There can be no better thing for those who love XX century rock music than to be Neil Young's fan. Probably nobody else on this planet can gladden admirers like he does. His artistic prolificacy simply has no limits. During his entire long time career he released a huge number of albums, his solo works alone amounts to tens and he played with other bands too. So there is absolutely nothing astonishing to know that he's got piles of recorded material that has never been officially released somewhere in the attics of his house. Neil Young started his Archive Albums Series composed of these very records in November 2006 with his Live At Fillmore East and now only four months later he continued it with his old/new concert record Live At Massey Hall 1997. Unlike its predecessor where Young appears with a rocking line up of his then band Crazy Horse this album is completely acoustic. Switching from acoustic guitar to grand piano he presents public with versions of his new songs, which later will become classic rock hits.    

Live At Massey Hall 1971 is a completely acoustic album

         

The album will be interesting for any Neil Young's fan not only because this is a rare record but as many songs here haven't gone through the final editing and remain in so to say intermediate condition between their birth and the album's variant. Thus, for example, a well-known song Old Man received a little bit more sorrowful tone, and a piano version of his hit Heart Of Gold stands as a part of another great track A Man Needs A Maid. There are few songs that were laid on a shelf before they appeared on official albums, for instance a minor key Love In Mind from Time Fades Away or stripped version of See The Sky About To Rain from On The Beach. Young didn't forget to play such hits from his recent for that time album After The Gold Rush as Tell Me Why and Dont't Let It Bring You Down. There are two songs that can be fined only on this record, these are a small country ballad Bad Fog Of Loneliness, which was penned by Young specially for the upcoming concert with Johnny Cash and atypical for his songs but still pretty attractive Dance, Dance, Dance which was played to cheer up the audience. Live At Massey Hall 1971 is a classic old school unplugged, and it has a really qualitative sound in this respect, a sounds engineer managed to achieve an effect of close presence as if Young was playing somewhere near, not on a big scene. It is worth to do justice to the people in the audience who were trying to be attentive and were giving rare noses while Young was playing.

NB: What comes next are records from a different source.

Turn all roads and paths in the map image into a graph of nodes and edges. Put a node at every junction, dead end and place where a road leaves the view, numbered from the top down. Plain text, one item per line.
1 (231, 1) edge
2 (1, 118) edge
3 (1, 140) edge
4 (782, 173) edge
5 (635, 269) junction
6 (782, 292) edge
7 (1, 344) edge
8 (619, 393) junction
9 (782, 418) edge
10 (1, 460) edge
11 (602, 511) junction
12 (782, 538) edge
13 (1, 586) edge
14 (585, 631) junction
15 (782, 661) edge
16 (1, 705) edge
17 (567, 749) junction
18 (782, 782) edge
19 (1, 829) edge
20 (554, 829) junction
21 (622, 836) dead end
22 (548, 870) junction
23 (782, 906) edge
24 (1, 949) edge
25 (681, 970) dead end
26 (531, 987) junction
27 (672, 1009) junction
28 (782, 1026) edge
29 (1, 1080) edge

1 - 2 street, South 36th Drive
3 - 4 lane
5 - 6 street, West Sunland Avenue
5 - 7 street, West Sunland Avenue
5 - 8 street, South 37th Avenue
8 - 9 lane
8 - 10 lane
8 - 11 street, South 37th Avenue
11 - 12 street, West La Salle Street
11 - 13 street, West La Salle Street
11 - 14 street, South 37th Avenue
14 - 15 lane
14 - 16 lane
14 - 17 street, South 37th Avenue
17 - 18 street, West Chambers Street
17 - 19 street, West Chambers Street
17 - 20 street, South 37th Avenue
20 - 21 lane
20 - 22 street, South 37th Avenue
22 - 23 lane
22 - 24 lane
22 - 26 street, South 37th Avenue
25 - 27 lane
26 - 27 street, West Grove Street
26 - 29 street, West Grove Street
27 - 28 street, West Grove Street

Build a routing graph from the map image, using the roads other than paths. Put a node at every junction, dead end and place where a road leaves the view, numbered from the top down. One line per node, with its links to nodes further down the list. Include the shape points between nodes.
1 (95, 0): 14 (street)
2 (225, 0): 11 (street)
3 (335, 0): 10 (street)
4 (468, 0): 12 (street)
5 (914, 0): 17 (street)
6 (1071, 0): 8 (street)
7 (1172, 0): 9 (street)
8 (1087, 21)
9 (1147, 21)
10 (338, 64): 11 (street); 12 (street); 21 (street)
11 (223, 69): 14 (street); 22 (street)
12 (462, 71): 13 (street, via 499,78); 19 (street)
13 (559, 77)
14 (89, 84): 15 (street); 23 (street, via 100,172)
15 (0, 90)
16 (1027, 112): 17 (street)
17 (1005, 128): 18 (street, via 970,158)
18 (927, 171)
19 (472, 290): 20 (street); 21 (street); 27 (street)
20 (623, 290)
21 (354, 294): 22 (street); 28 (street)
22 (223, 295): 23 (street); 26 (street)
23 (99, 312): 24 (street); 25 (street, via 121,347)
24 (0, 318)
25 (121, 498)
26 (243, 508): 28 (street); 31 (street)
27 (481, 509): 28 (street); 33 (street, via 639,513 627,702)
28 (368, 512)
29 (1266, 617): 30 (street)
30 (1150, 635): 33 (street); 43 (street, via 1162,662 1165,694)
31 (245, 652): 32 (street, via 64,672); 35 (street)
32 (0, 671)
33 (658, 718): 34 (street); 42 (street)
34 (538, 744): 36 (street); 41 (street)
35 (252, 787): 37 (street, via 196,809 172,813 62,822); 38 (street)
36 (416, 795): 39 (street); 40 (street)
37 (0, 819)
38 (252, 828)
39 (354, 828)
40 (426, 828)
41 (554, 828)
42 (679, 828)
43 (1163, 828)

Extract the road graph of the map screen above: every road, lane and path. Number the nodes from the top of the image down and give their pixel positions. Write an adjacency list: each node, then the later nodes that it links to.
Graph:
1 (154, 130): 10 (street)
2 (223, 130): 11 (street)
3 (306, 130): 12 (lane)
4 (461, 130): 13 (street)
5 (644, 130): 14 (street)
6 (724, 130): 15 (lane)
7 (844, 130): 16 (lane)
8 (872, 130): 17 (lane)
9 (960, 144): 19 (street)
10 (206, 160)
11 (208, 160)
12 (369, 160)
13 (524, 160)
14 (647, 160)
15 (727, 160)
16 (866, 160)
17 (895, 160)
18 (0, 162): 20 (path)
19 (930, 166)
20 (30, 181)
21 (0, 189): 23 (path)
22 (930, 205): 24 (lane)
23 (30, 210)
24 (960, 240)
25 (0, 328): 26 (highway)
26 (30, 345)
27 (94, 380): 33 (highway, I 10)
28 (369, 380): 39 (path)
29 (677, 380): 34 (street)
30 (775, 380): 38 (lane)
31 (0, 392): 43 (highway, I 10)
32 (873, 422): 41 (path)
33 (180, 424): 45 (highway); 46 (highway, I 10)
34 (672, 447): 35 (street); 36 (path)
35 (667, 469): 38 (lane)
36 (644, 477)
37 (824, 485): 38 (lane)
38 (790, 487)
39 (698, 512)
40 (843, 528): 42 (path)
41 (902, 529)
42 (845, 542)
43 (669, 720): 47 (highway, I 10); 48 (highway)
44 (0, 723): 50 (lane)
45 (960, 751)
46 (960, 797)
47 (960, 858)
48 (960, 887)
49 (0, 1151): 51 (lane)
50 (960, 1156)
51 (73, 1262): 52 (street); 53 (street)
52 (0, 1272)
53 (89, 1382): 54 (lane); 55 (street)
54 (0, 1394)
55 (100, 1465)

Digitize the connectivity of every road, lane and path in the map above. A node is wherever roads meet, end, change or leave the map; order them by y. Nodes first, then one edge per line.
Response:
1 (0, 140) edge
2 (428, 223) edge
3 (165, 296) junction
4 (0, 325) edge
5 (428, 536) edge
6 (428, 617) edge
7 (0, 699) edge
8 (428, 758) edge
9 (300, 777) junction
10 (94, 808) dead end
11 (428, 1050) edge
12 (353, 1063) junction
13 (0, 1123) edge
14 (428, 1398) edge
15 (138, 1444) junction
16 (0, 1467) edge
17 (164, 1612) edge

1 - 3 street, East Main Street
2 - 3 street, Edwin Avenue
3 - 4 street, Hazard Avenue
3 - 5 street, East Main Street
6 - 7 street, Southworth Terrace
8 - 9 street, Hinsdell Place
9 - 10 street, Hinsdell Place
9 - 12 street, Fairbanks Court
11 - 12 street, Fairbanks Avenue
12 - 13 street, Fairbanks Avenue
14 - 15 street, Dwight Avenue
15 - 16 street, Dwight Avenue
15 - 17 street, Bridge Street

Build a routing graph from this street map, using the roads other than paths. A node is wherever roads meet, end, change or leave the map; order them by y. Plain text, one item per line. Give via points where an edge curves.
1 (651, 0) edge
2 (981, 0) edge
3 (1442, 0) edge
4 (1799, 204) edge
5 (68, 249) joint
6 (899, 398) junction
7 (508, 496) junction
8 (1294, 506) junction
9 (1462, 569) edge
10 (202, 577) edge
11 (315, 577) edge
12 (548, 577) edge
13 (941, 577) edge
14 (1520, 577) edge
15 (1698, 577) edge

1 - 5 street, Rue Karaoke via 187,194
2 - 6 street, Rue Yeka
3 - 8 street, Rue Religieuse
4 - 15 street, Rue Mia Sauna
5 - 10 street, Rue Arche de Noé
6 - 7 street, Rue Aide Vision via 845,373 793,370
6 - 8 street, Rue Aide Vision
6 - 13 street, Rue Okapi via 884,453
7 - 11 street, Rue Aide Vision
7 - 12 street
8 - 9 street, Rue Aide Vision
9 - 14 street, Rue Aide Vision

Live At Massey Hall 1971 could be released 36 years ago

To picture the meaning of this concert in Neil Young's career more precisely we'll have to make a short journey into history. In 1966 Neil Young left his Canadian homeland to make a big rock'n'roll future in Los Angeles where he founded his band Buffalo Springfield and started his solo career. In the January of 1971 he came back to Toronto being a star already and demonstrated to everyone how much he has grown as a songwriter and a performer during two concerts at Massey Hall. This album is a full version of a second one. Live At Massey Hall 1971 may be called a triumph of a local boy comeback. The public welcomes Young really hearty even despite that he plays mostly new songs, in fact, the entire atmosphere of the concert is domestic and friendly, Young speaks with the audience a lot, cracks inoffensive jokes but still never forgets about the main thing and performs the songs with unbelievable sincerity, concentrating on every tiny phrase. Many of the songs, which were played on this concert for the first time have entered Young's album of 1972 Harvest that became one of the most successful ones in his career. This concert turned out to be so bright that Neil Young's producer was literally begging him release the record as a double LP but Young never found time to listen to it and dived into work at his upcoming album instead. But nothing passes in vein, even 36 years after Live At Massey Hall 1971 sounds much more than interesting. And the fact that Young was only 25 at that time arouses even stronger admiration with the giftedness of this truly great musician.